第五十五話 華陀、徐州に入るのことその七

「これも何かの縁だ」
「悪いな、何かと助けてもらって」
 華陀はそのミスタービッグに礼の言葉を述べた。
「別の世界から来たのにな」
「乗りかかった舟だ」
 ミスタービッグは華陀にこう答えた。
「それを断る程薄情ではないつもりだ」
「貴方って悪いことをしてるけれど」
「そうした筋はあるのよね」
 貂蝉と卑弥呼もそのミスタービッグに話す。
「そうしたところいいわよ」
「私感じるわ」
「その言葉はいいが」
 ミスタービッグはかろうじて表情を消しながら二人に返した。
「しかしだ」
「しかし?」
「何かあるのかしら」
「私はそちらの趣味はないからな」
 それは断るのだった。
「間違ってもな」
「あら、言うわね。こんな美しい乙女達を捕まえて」
「ショック受けちゃうわ」
 二人はここでも身体をくねらせて話す。
「これでも数多くの美男子達を篭絡してきたのよ」
「もう星の数程ね」
「篭絡か」
 ミスタービッグはその顔を青くさせていた。
「それは絶望ではないんだな」
「絶望?違うわ」
「悩殺よ」
 あくまでこう言う二人だった。
「私達のこの美貌でね」
「そうしてきたのよ」
「まだ言うのか」
 ミスタービッグも言葉がなくなってきた。
「ここまで手強いとはな」
「さて、それではな」
 華陀だけが動じてはいなかった。
「早速動くとしよう」
「そうね、それじゃあ」
「はじめましょう」
 貂蝉と卑弥呼もだった。頷いてだった。
 彼等は早速行動をはじめたのだった。だが華陀を見てだ。命は考える顔で刀馬に話した。
「あの」
「わかっている」
「はい、どうして華陀さんは平気なのでしょうか」
 怪物達を見ての言葉である。
「あの人達を見てそれでも」
「わからない。だが」
「だが?」
「あの華陀という男」
 刀馬は彼を見て話すのだった。
「かなりの器だな」
「大器だというのですね」
「無限に大きな器の男だな」
 まさにそれだというのだ。
「凄い男だ」
「そうですか。あの人は」
「見ていきたい」
 そしてだ。
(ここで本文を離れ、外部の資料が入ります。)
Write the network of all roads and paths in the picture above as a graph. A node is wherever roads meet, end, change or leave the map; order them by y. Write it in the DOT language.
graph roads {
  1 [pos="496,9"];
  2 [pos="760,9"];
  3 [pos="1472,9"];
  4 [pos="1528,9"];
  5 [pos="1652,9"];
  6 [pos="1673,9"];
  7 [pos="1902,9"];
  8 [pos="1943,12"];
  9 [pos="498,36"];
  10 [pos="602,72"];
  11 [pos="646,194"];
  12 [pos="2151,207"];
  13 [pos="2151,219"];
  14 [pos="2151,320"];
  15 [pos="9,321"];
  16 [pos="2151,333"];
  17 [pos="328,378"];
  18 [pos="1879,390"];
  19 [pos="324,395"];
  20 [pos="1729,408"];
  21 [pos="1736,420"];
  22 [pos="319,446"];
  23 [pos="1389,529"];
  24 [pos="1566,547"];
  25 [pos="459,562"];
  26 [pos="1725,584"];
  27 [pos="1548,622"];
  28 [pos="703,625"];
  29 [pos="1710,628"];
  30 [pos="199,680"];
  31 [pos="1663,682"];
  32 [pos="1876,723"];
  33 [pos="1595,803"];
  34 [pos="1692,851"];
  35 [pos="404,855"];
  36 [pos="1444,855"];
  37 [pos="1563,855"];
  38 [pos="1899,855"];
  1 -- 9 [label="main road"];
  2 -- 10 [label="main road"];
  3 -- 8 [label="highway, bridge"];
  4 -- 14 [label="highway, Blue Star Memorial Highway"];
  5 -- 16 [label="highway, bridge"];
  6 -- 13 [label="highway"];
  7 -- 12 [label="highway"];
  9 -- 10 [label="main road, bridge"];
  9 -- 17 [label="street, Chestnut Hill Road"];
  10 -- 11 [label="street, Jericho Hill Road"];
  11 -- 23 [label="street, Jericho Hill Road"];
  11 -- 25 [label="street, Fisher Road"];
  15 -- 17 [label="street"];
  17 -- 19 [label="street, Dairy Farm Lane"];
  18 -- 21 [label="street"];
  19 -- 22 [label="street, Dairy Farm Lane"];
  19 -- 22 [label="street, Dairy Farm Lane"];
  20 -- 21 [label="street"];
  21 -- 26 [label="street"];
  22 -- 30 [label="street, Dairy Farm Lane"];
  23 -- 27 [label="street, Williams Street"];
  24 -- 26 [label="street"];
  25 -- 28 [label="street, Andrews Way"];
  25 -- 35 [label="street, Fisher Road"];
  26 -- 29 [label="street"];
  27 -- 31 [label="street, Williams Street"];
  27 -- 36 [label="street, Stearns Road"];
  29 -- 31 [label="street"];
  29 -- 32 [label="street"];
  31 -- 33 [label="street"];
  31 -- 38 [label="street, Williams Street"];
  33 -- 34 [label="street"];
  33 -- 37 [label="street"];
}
刀馬はまた言った。
「あの男をな」
「そうされるのですね」
「最初は何とも思わなかった」
 刀馬は華陀と最初に会った時のことを思い出しながら話していく。
「だが。共にいるうちに」
「変わられたのですね」
「自分でもわからないが」
「では私は」
 命は微笑んでだ。その刀馬に話すのだった。